### INSTRUCTIONS TO FOLLOW
Over all lines in the data below, count those holding "path" and give only the result.

### SUPPLIED INFORMATION
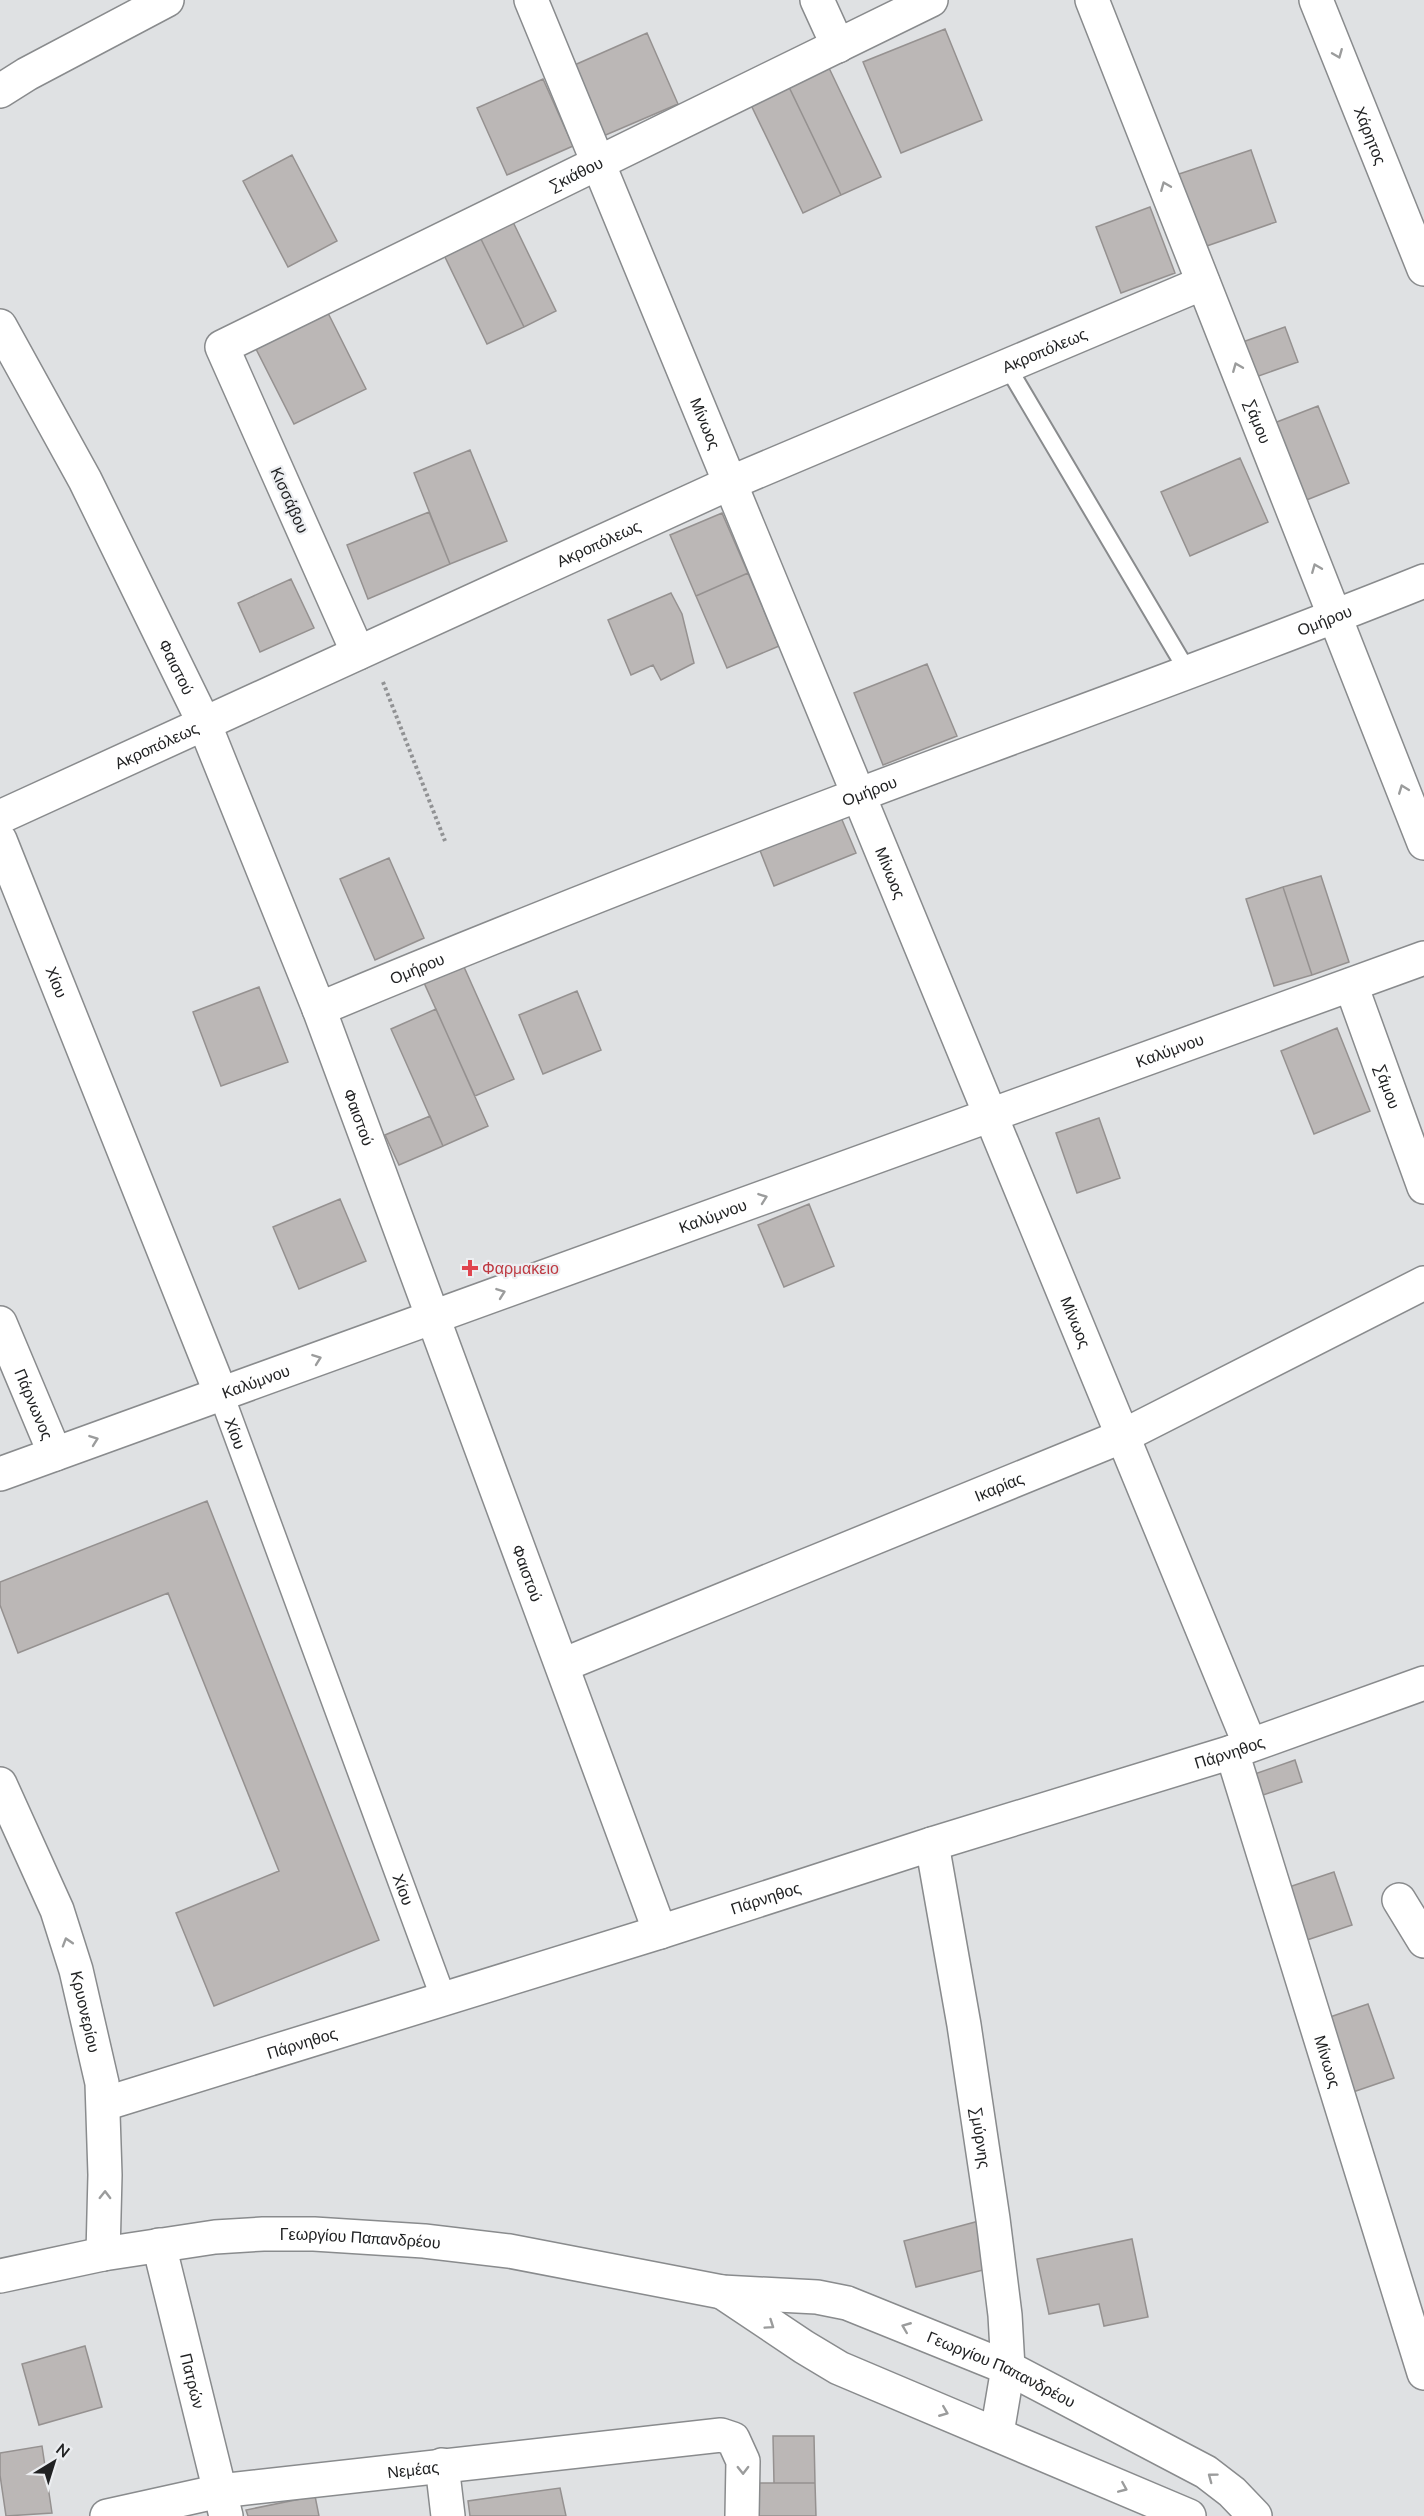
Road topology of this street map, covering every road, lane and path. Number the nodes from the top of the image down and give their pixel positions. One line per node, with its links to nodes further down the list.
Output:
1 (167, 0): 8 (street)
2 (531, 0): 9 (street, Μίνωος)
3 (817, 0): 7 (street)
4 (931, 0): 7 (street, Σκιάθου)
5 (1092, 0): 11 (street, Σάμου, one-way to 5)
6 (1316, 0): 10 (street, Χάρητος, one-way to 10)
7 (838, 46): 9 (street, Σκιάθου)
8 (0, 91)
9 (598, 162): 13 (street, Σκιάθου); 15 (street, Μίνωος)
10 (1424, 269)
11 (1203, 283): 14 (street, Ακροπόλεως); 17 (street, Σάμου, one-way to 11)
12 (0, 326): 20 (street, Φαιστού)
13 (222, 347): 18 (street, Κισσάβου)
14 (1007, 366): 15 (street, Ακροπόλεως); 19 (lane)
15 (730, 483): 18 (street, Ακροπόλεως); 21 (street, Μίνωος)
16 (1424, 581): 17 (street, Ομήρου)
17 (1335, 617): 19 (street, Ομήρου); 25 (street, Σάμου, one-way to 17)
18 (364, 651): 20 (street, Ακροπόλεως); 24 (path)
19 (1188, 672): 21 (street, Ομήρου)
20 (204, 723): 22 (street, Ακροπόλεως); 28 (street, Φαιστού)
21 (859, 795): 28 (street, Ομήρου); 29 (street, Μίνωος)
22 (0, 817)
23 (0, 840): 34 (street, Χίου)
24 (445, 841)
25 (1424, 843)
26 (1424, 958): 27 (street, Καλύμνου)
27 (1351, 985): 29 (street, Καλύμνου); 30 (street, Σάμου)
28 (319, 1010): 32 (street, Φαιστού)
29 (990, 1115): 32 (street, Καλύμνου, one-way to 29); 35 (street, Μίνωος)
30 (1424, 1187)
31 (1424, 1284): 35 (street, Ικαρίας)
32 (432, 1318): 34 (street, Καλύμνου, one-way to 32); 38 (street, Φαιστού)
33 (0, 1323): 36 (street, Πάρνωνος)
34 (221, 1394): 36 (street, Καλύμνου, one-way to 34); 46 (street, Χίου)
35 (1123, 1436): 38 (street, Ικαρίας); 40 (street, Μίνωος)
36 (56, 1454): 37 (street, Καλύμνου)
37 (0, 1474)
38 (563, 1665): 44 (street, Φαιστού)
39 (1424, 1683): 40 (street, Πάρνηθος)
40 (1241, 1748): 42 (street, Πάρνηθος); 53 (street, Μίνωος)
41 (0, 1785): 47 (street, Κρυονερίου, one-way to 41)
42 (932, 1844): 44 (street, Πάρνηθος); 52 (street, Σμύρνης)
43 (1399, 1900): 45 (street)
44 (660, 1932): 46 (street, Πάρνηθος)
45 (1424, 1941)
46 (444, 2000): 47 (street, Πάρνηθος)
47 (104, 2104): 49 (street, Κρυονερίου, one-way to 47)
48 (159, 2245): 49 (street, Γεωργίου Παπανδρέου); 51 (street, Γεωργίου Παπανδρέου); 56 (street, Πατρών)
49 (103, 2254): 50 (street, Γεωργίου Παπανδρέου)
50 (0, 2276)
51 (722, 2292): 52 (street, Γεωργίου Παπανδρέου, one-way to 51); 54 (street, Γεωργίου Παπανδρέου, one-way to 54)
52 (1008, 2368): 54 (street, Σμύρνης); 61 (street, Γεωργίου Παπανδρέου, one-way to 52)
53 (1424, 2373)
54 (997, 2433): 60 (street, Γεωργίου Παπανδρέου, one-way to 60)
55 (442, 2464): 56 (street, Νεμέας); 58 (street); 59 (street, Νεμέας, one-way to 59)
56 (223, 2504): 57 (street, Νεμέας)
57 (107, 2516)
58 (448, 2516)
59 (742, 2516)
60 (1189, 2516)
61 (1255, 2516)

### SOLUTION BELOW
2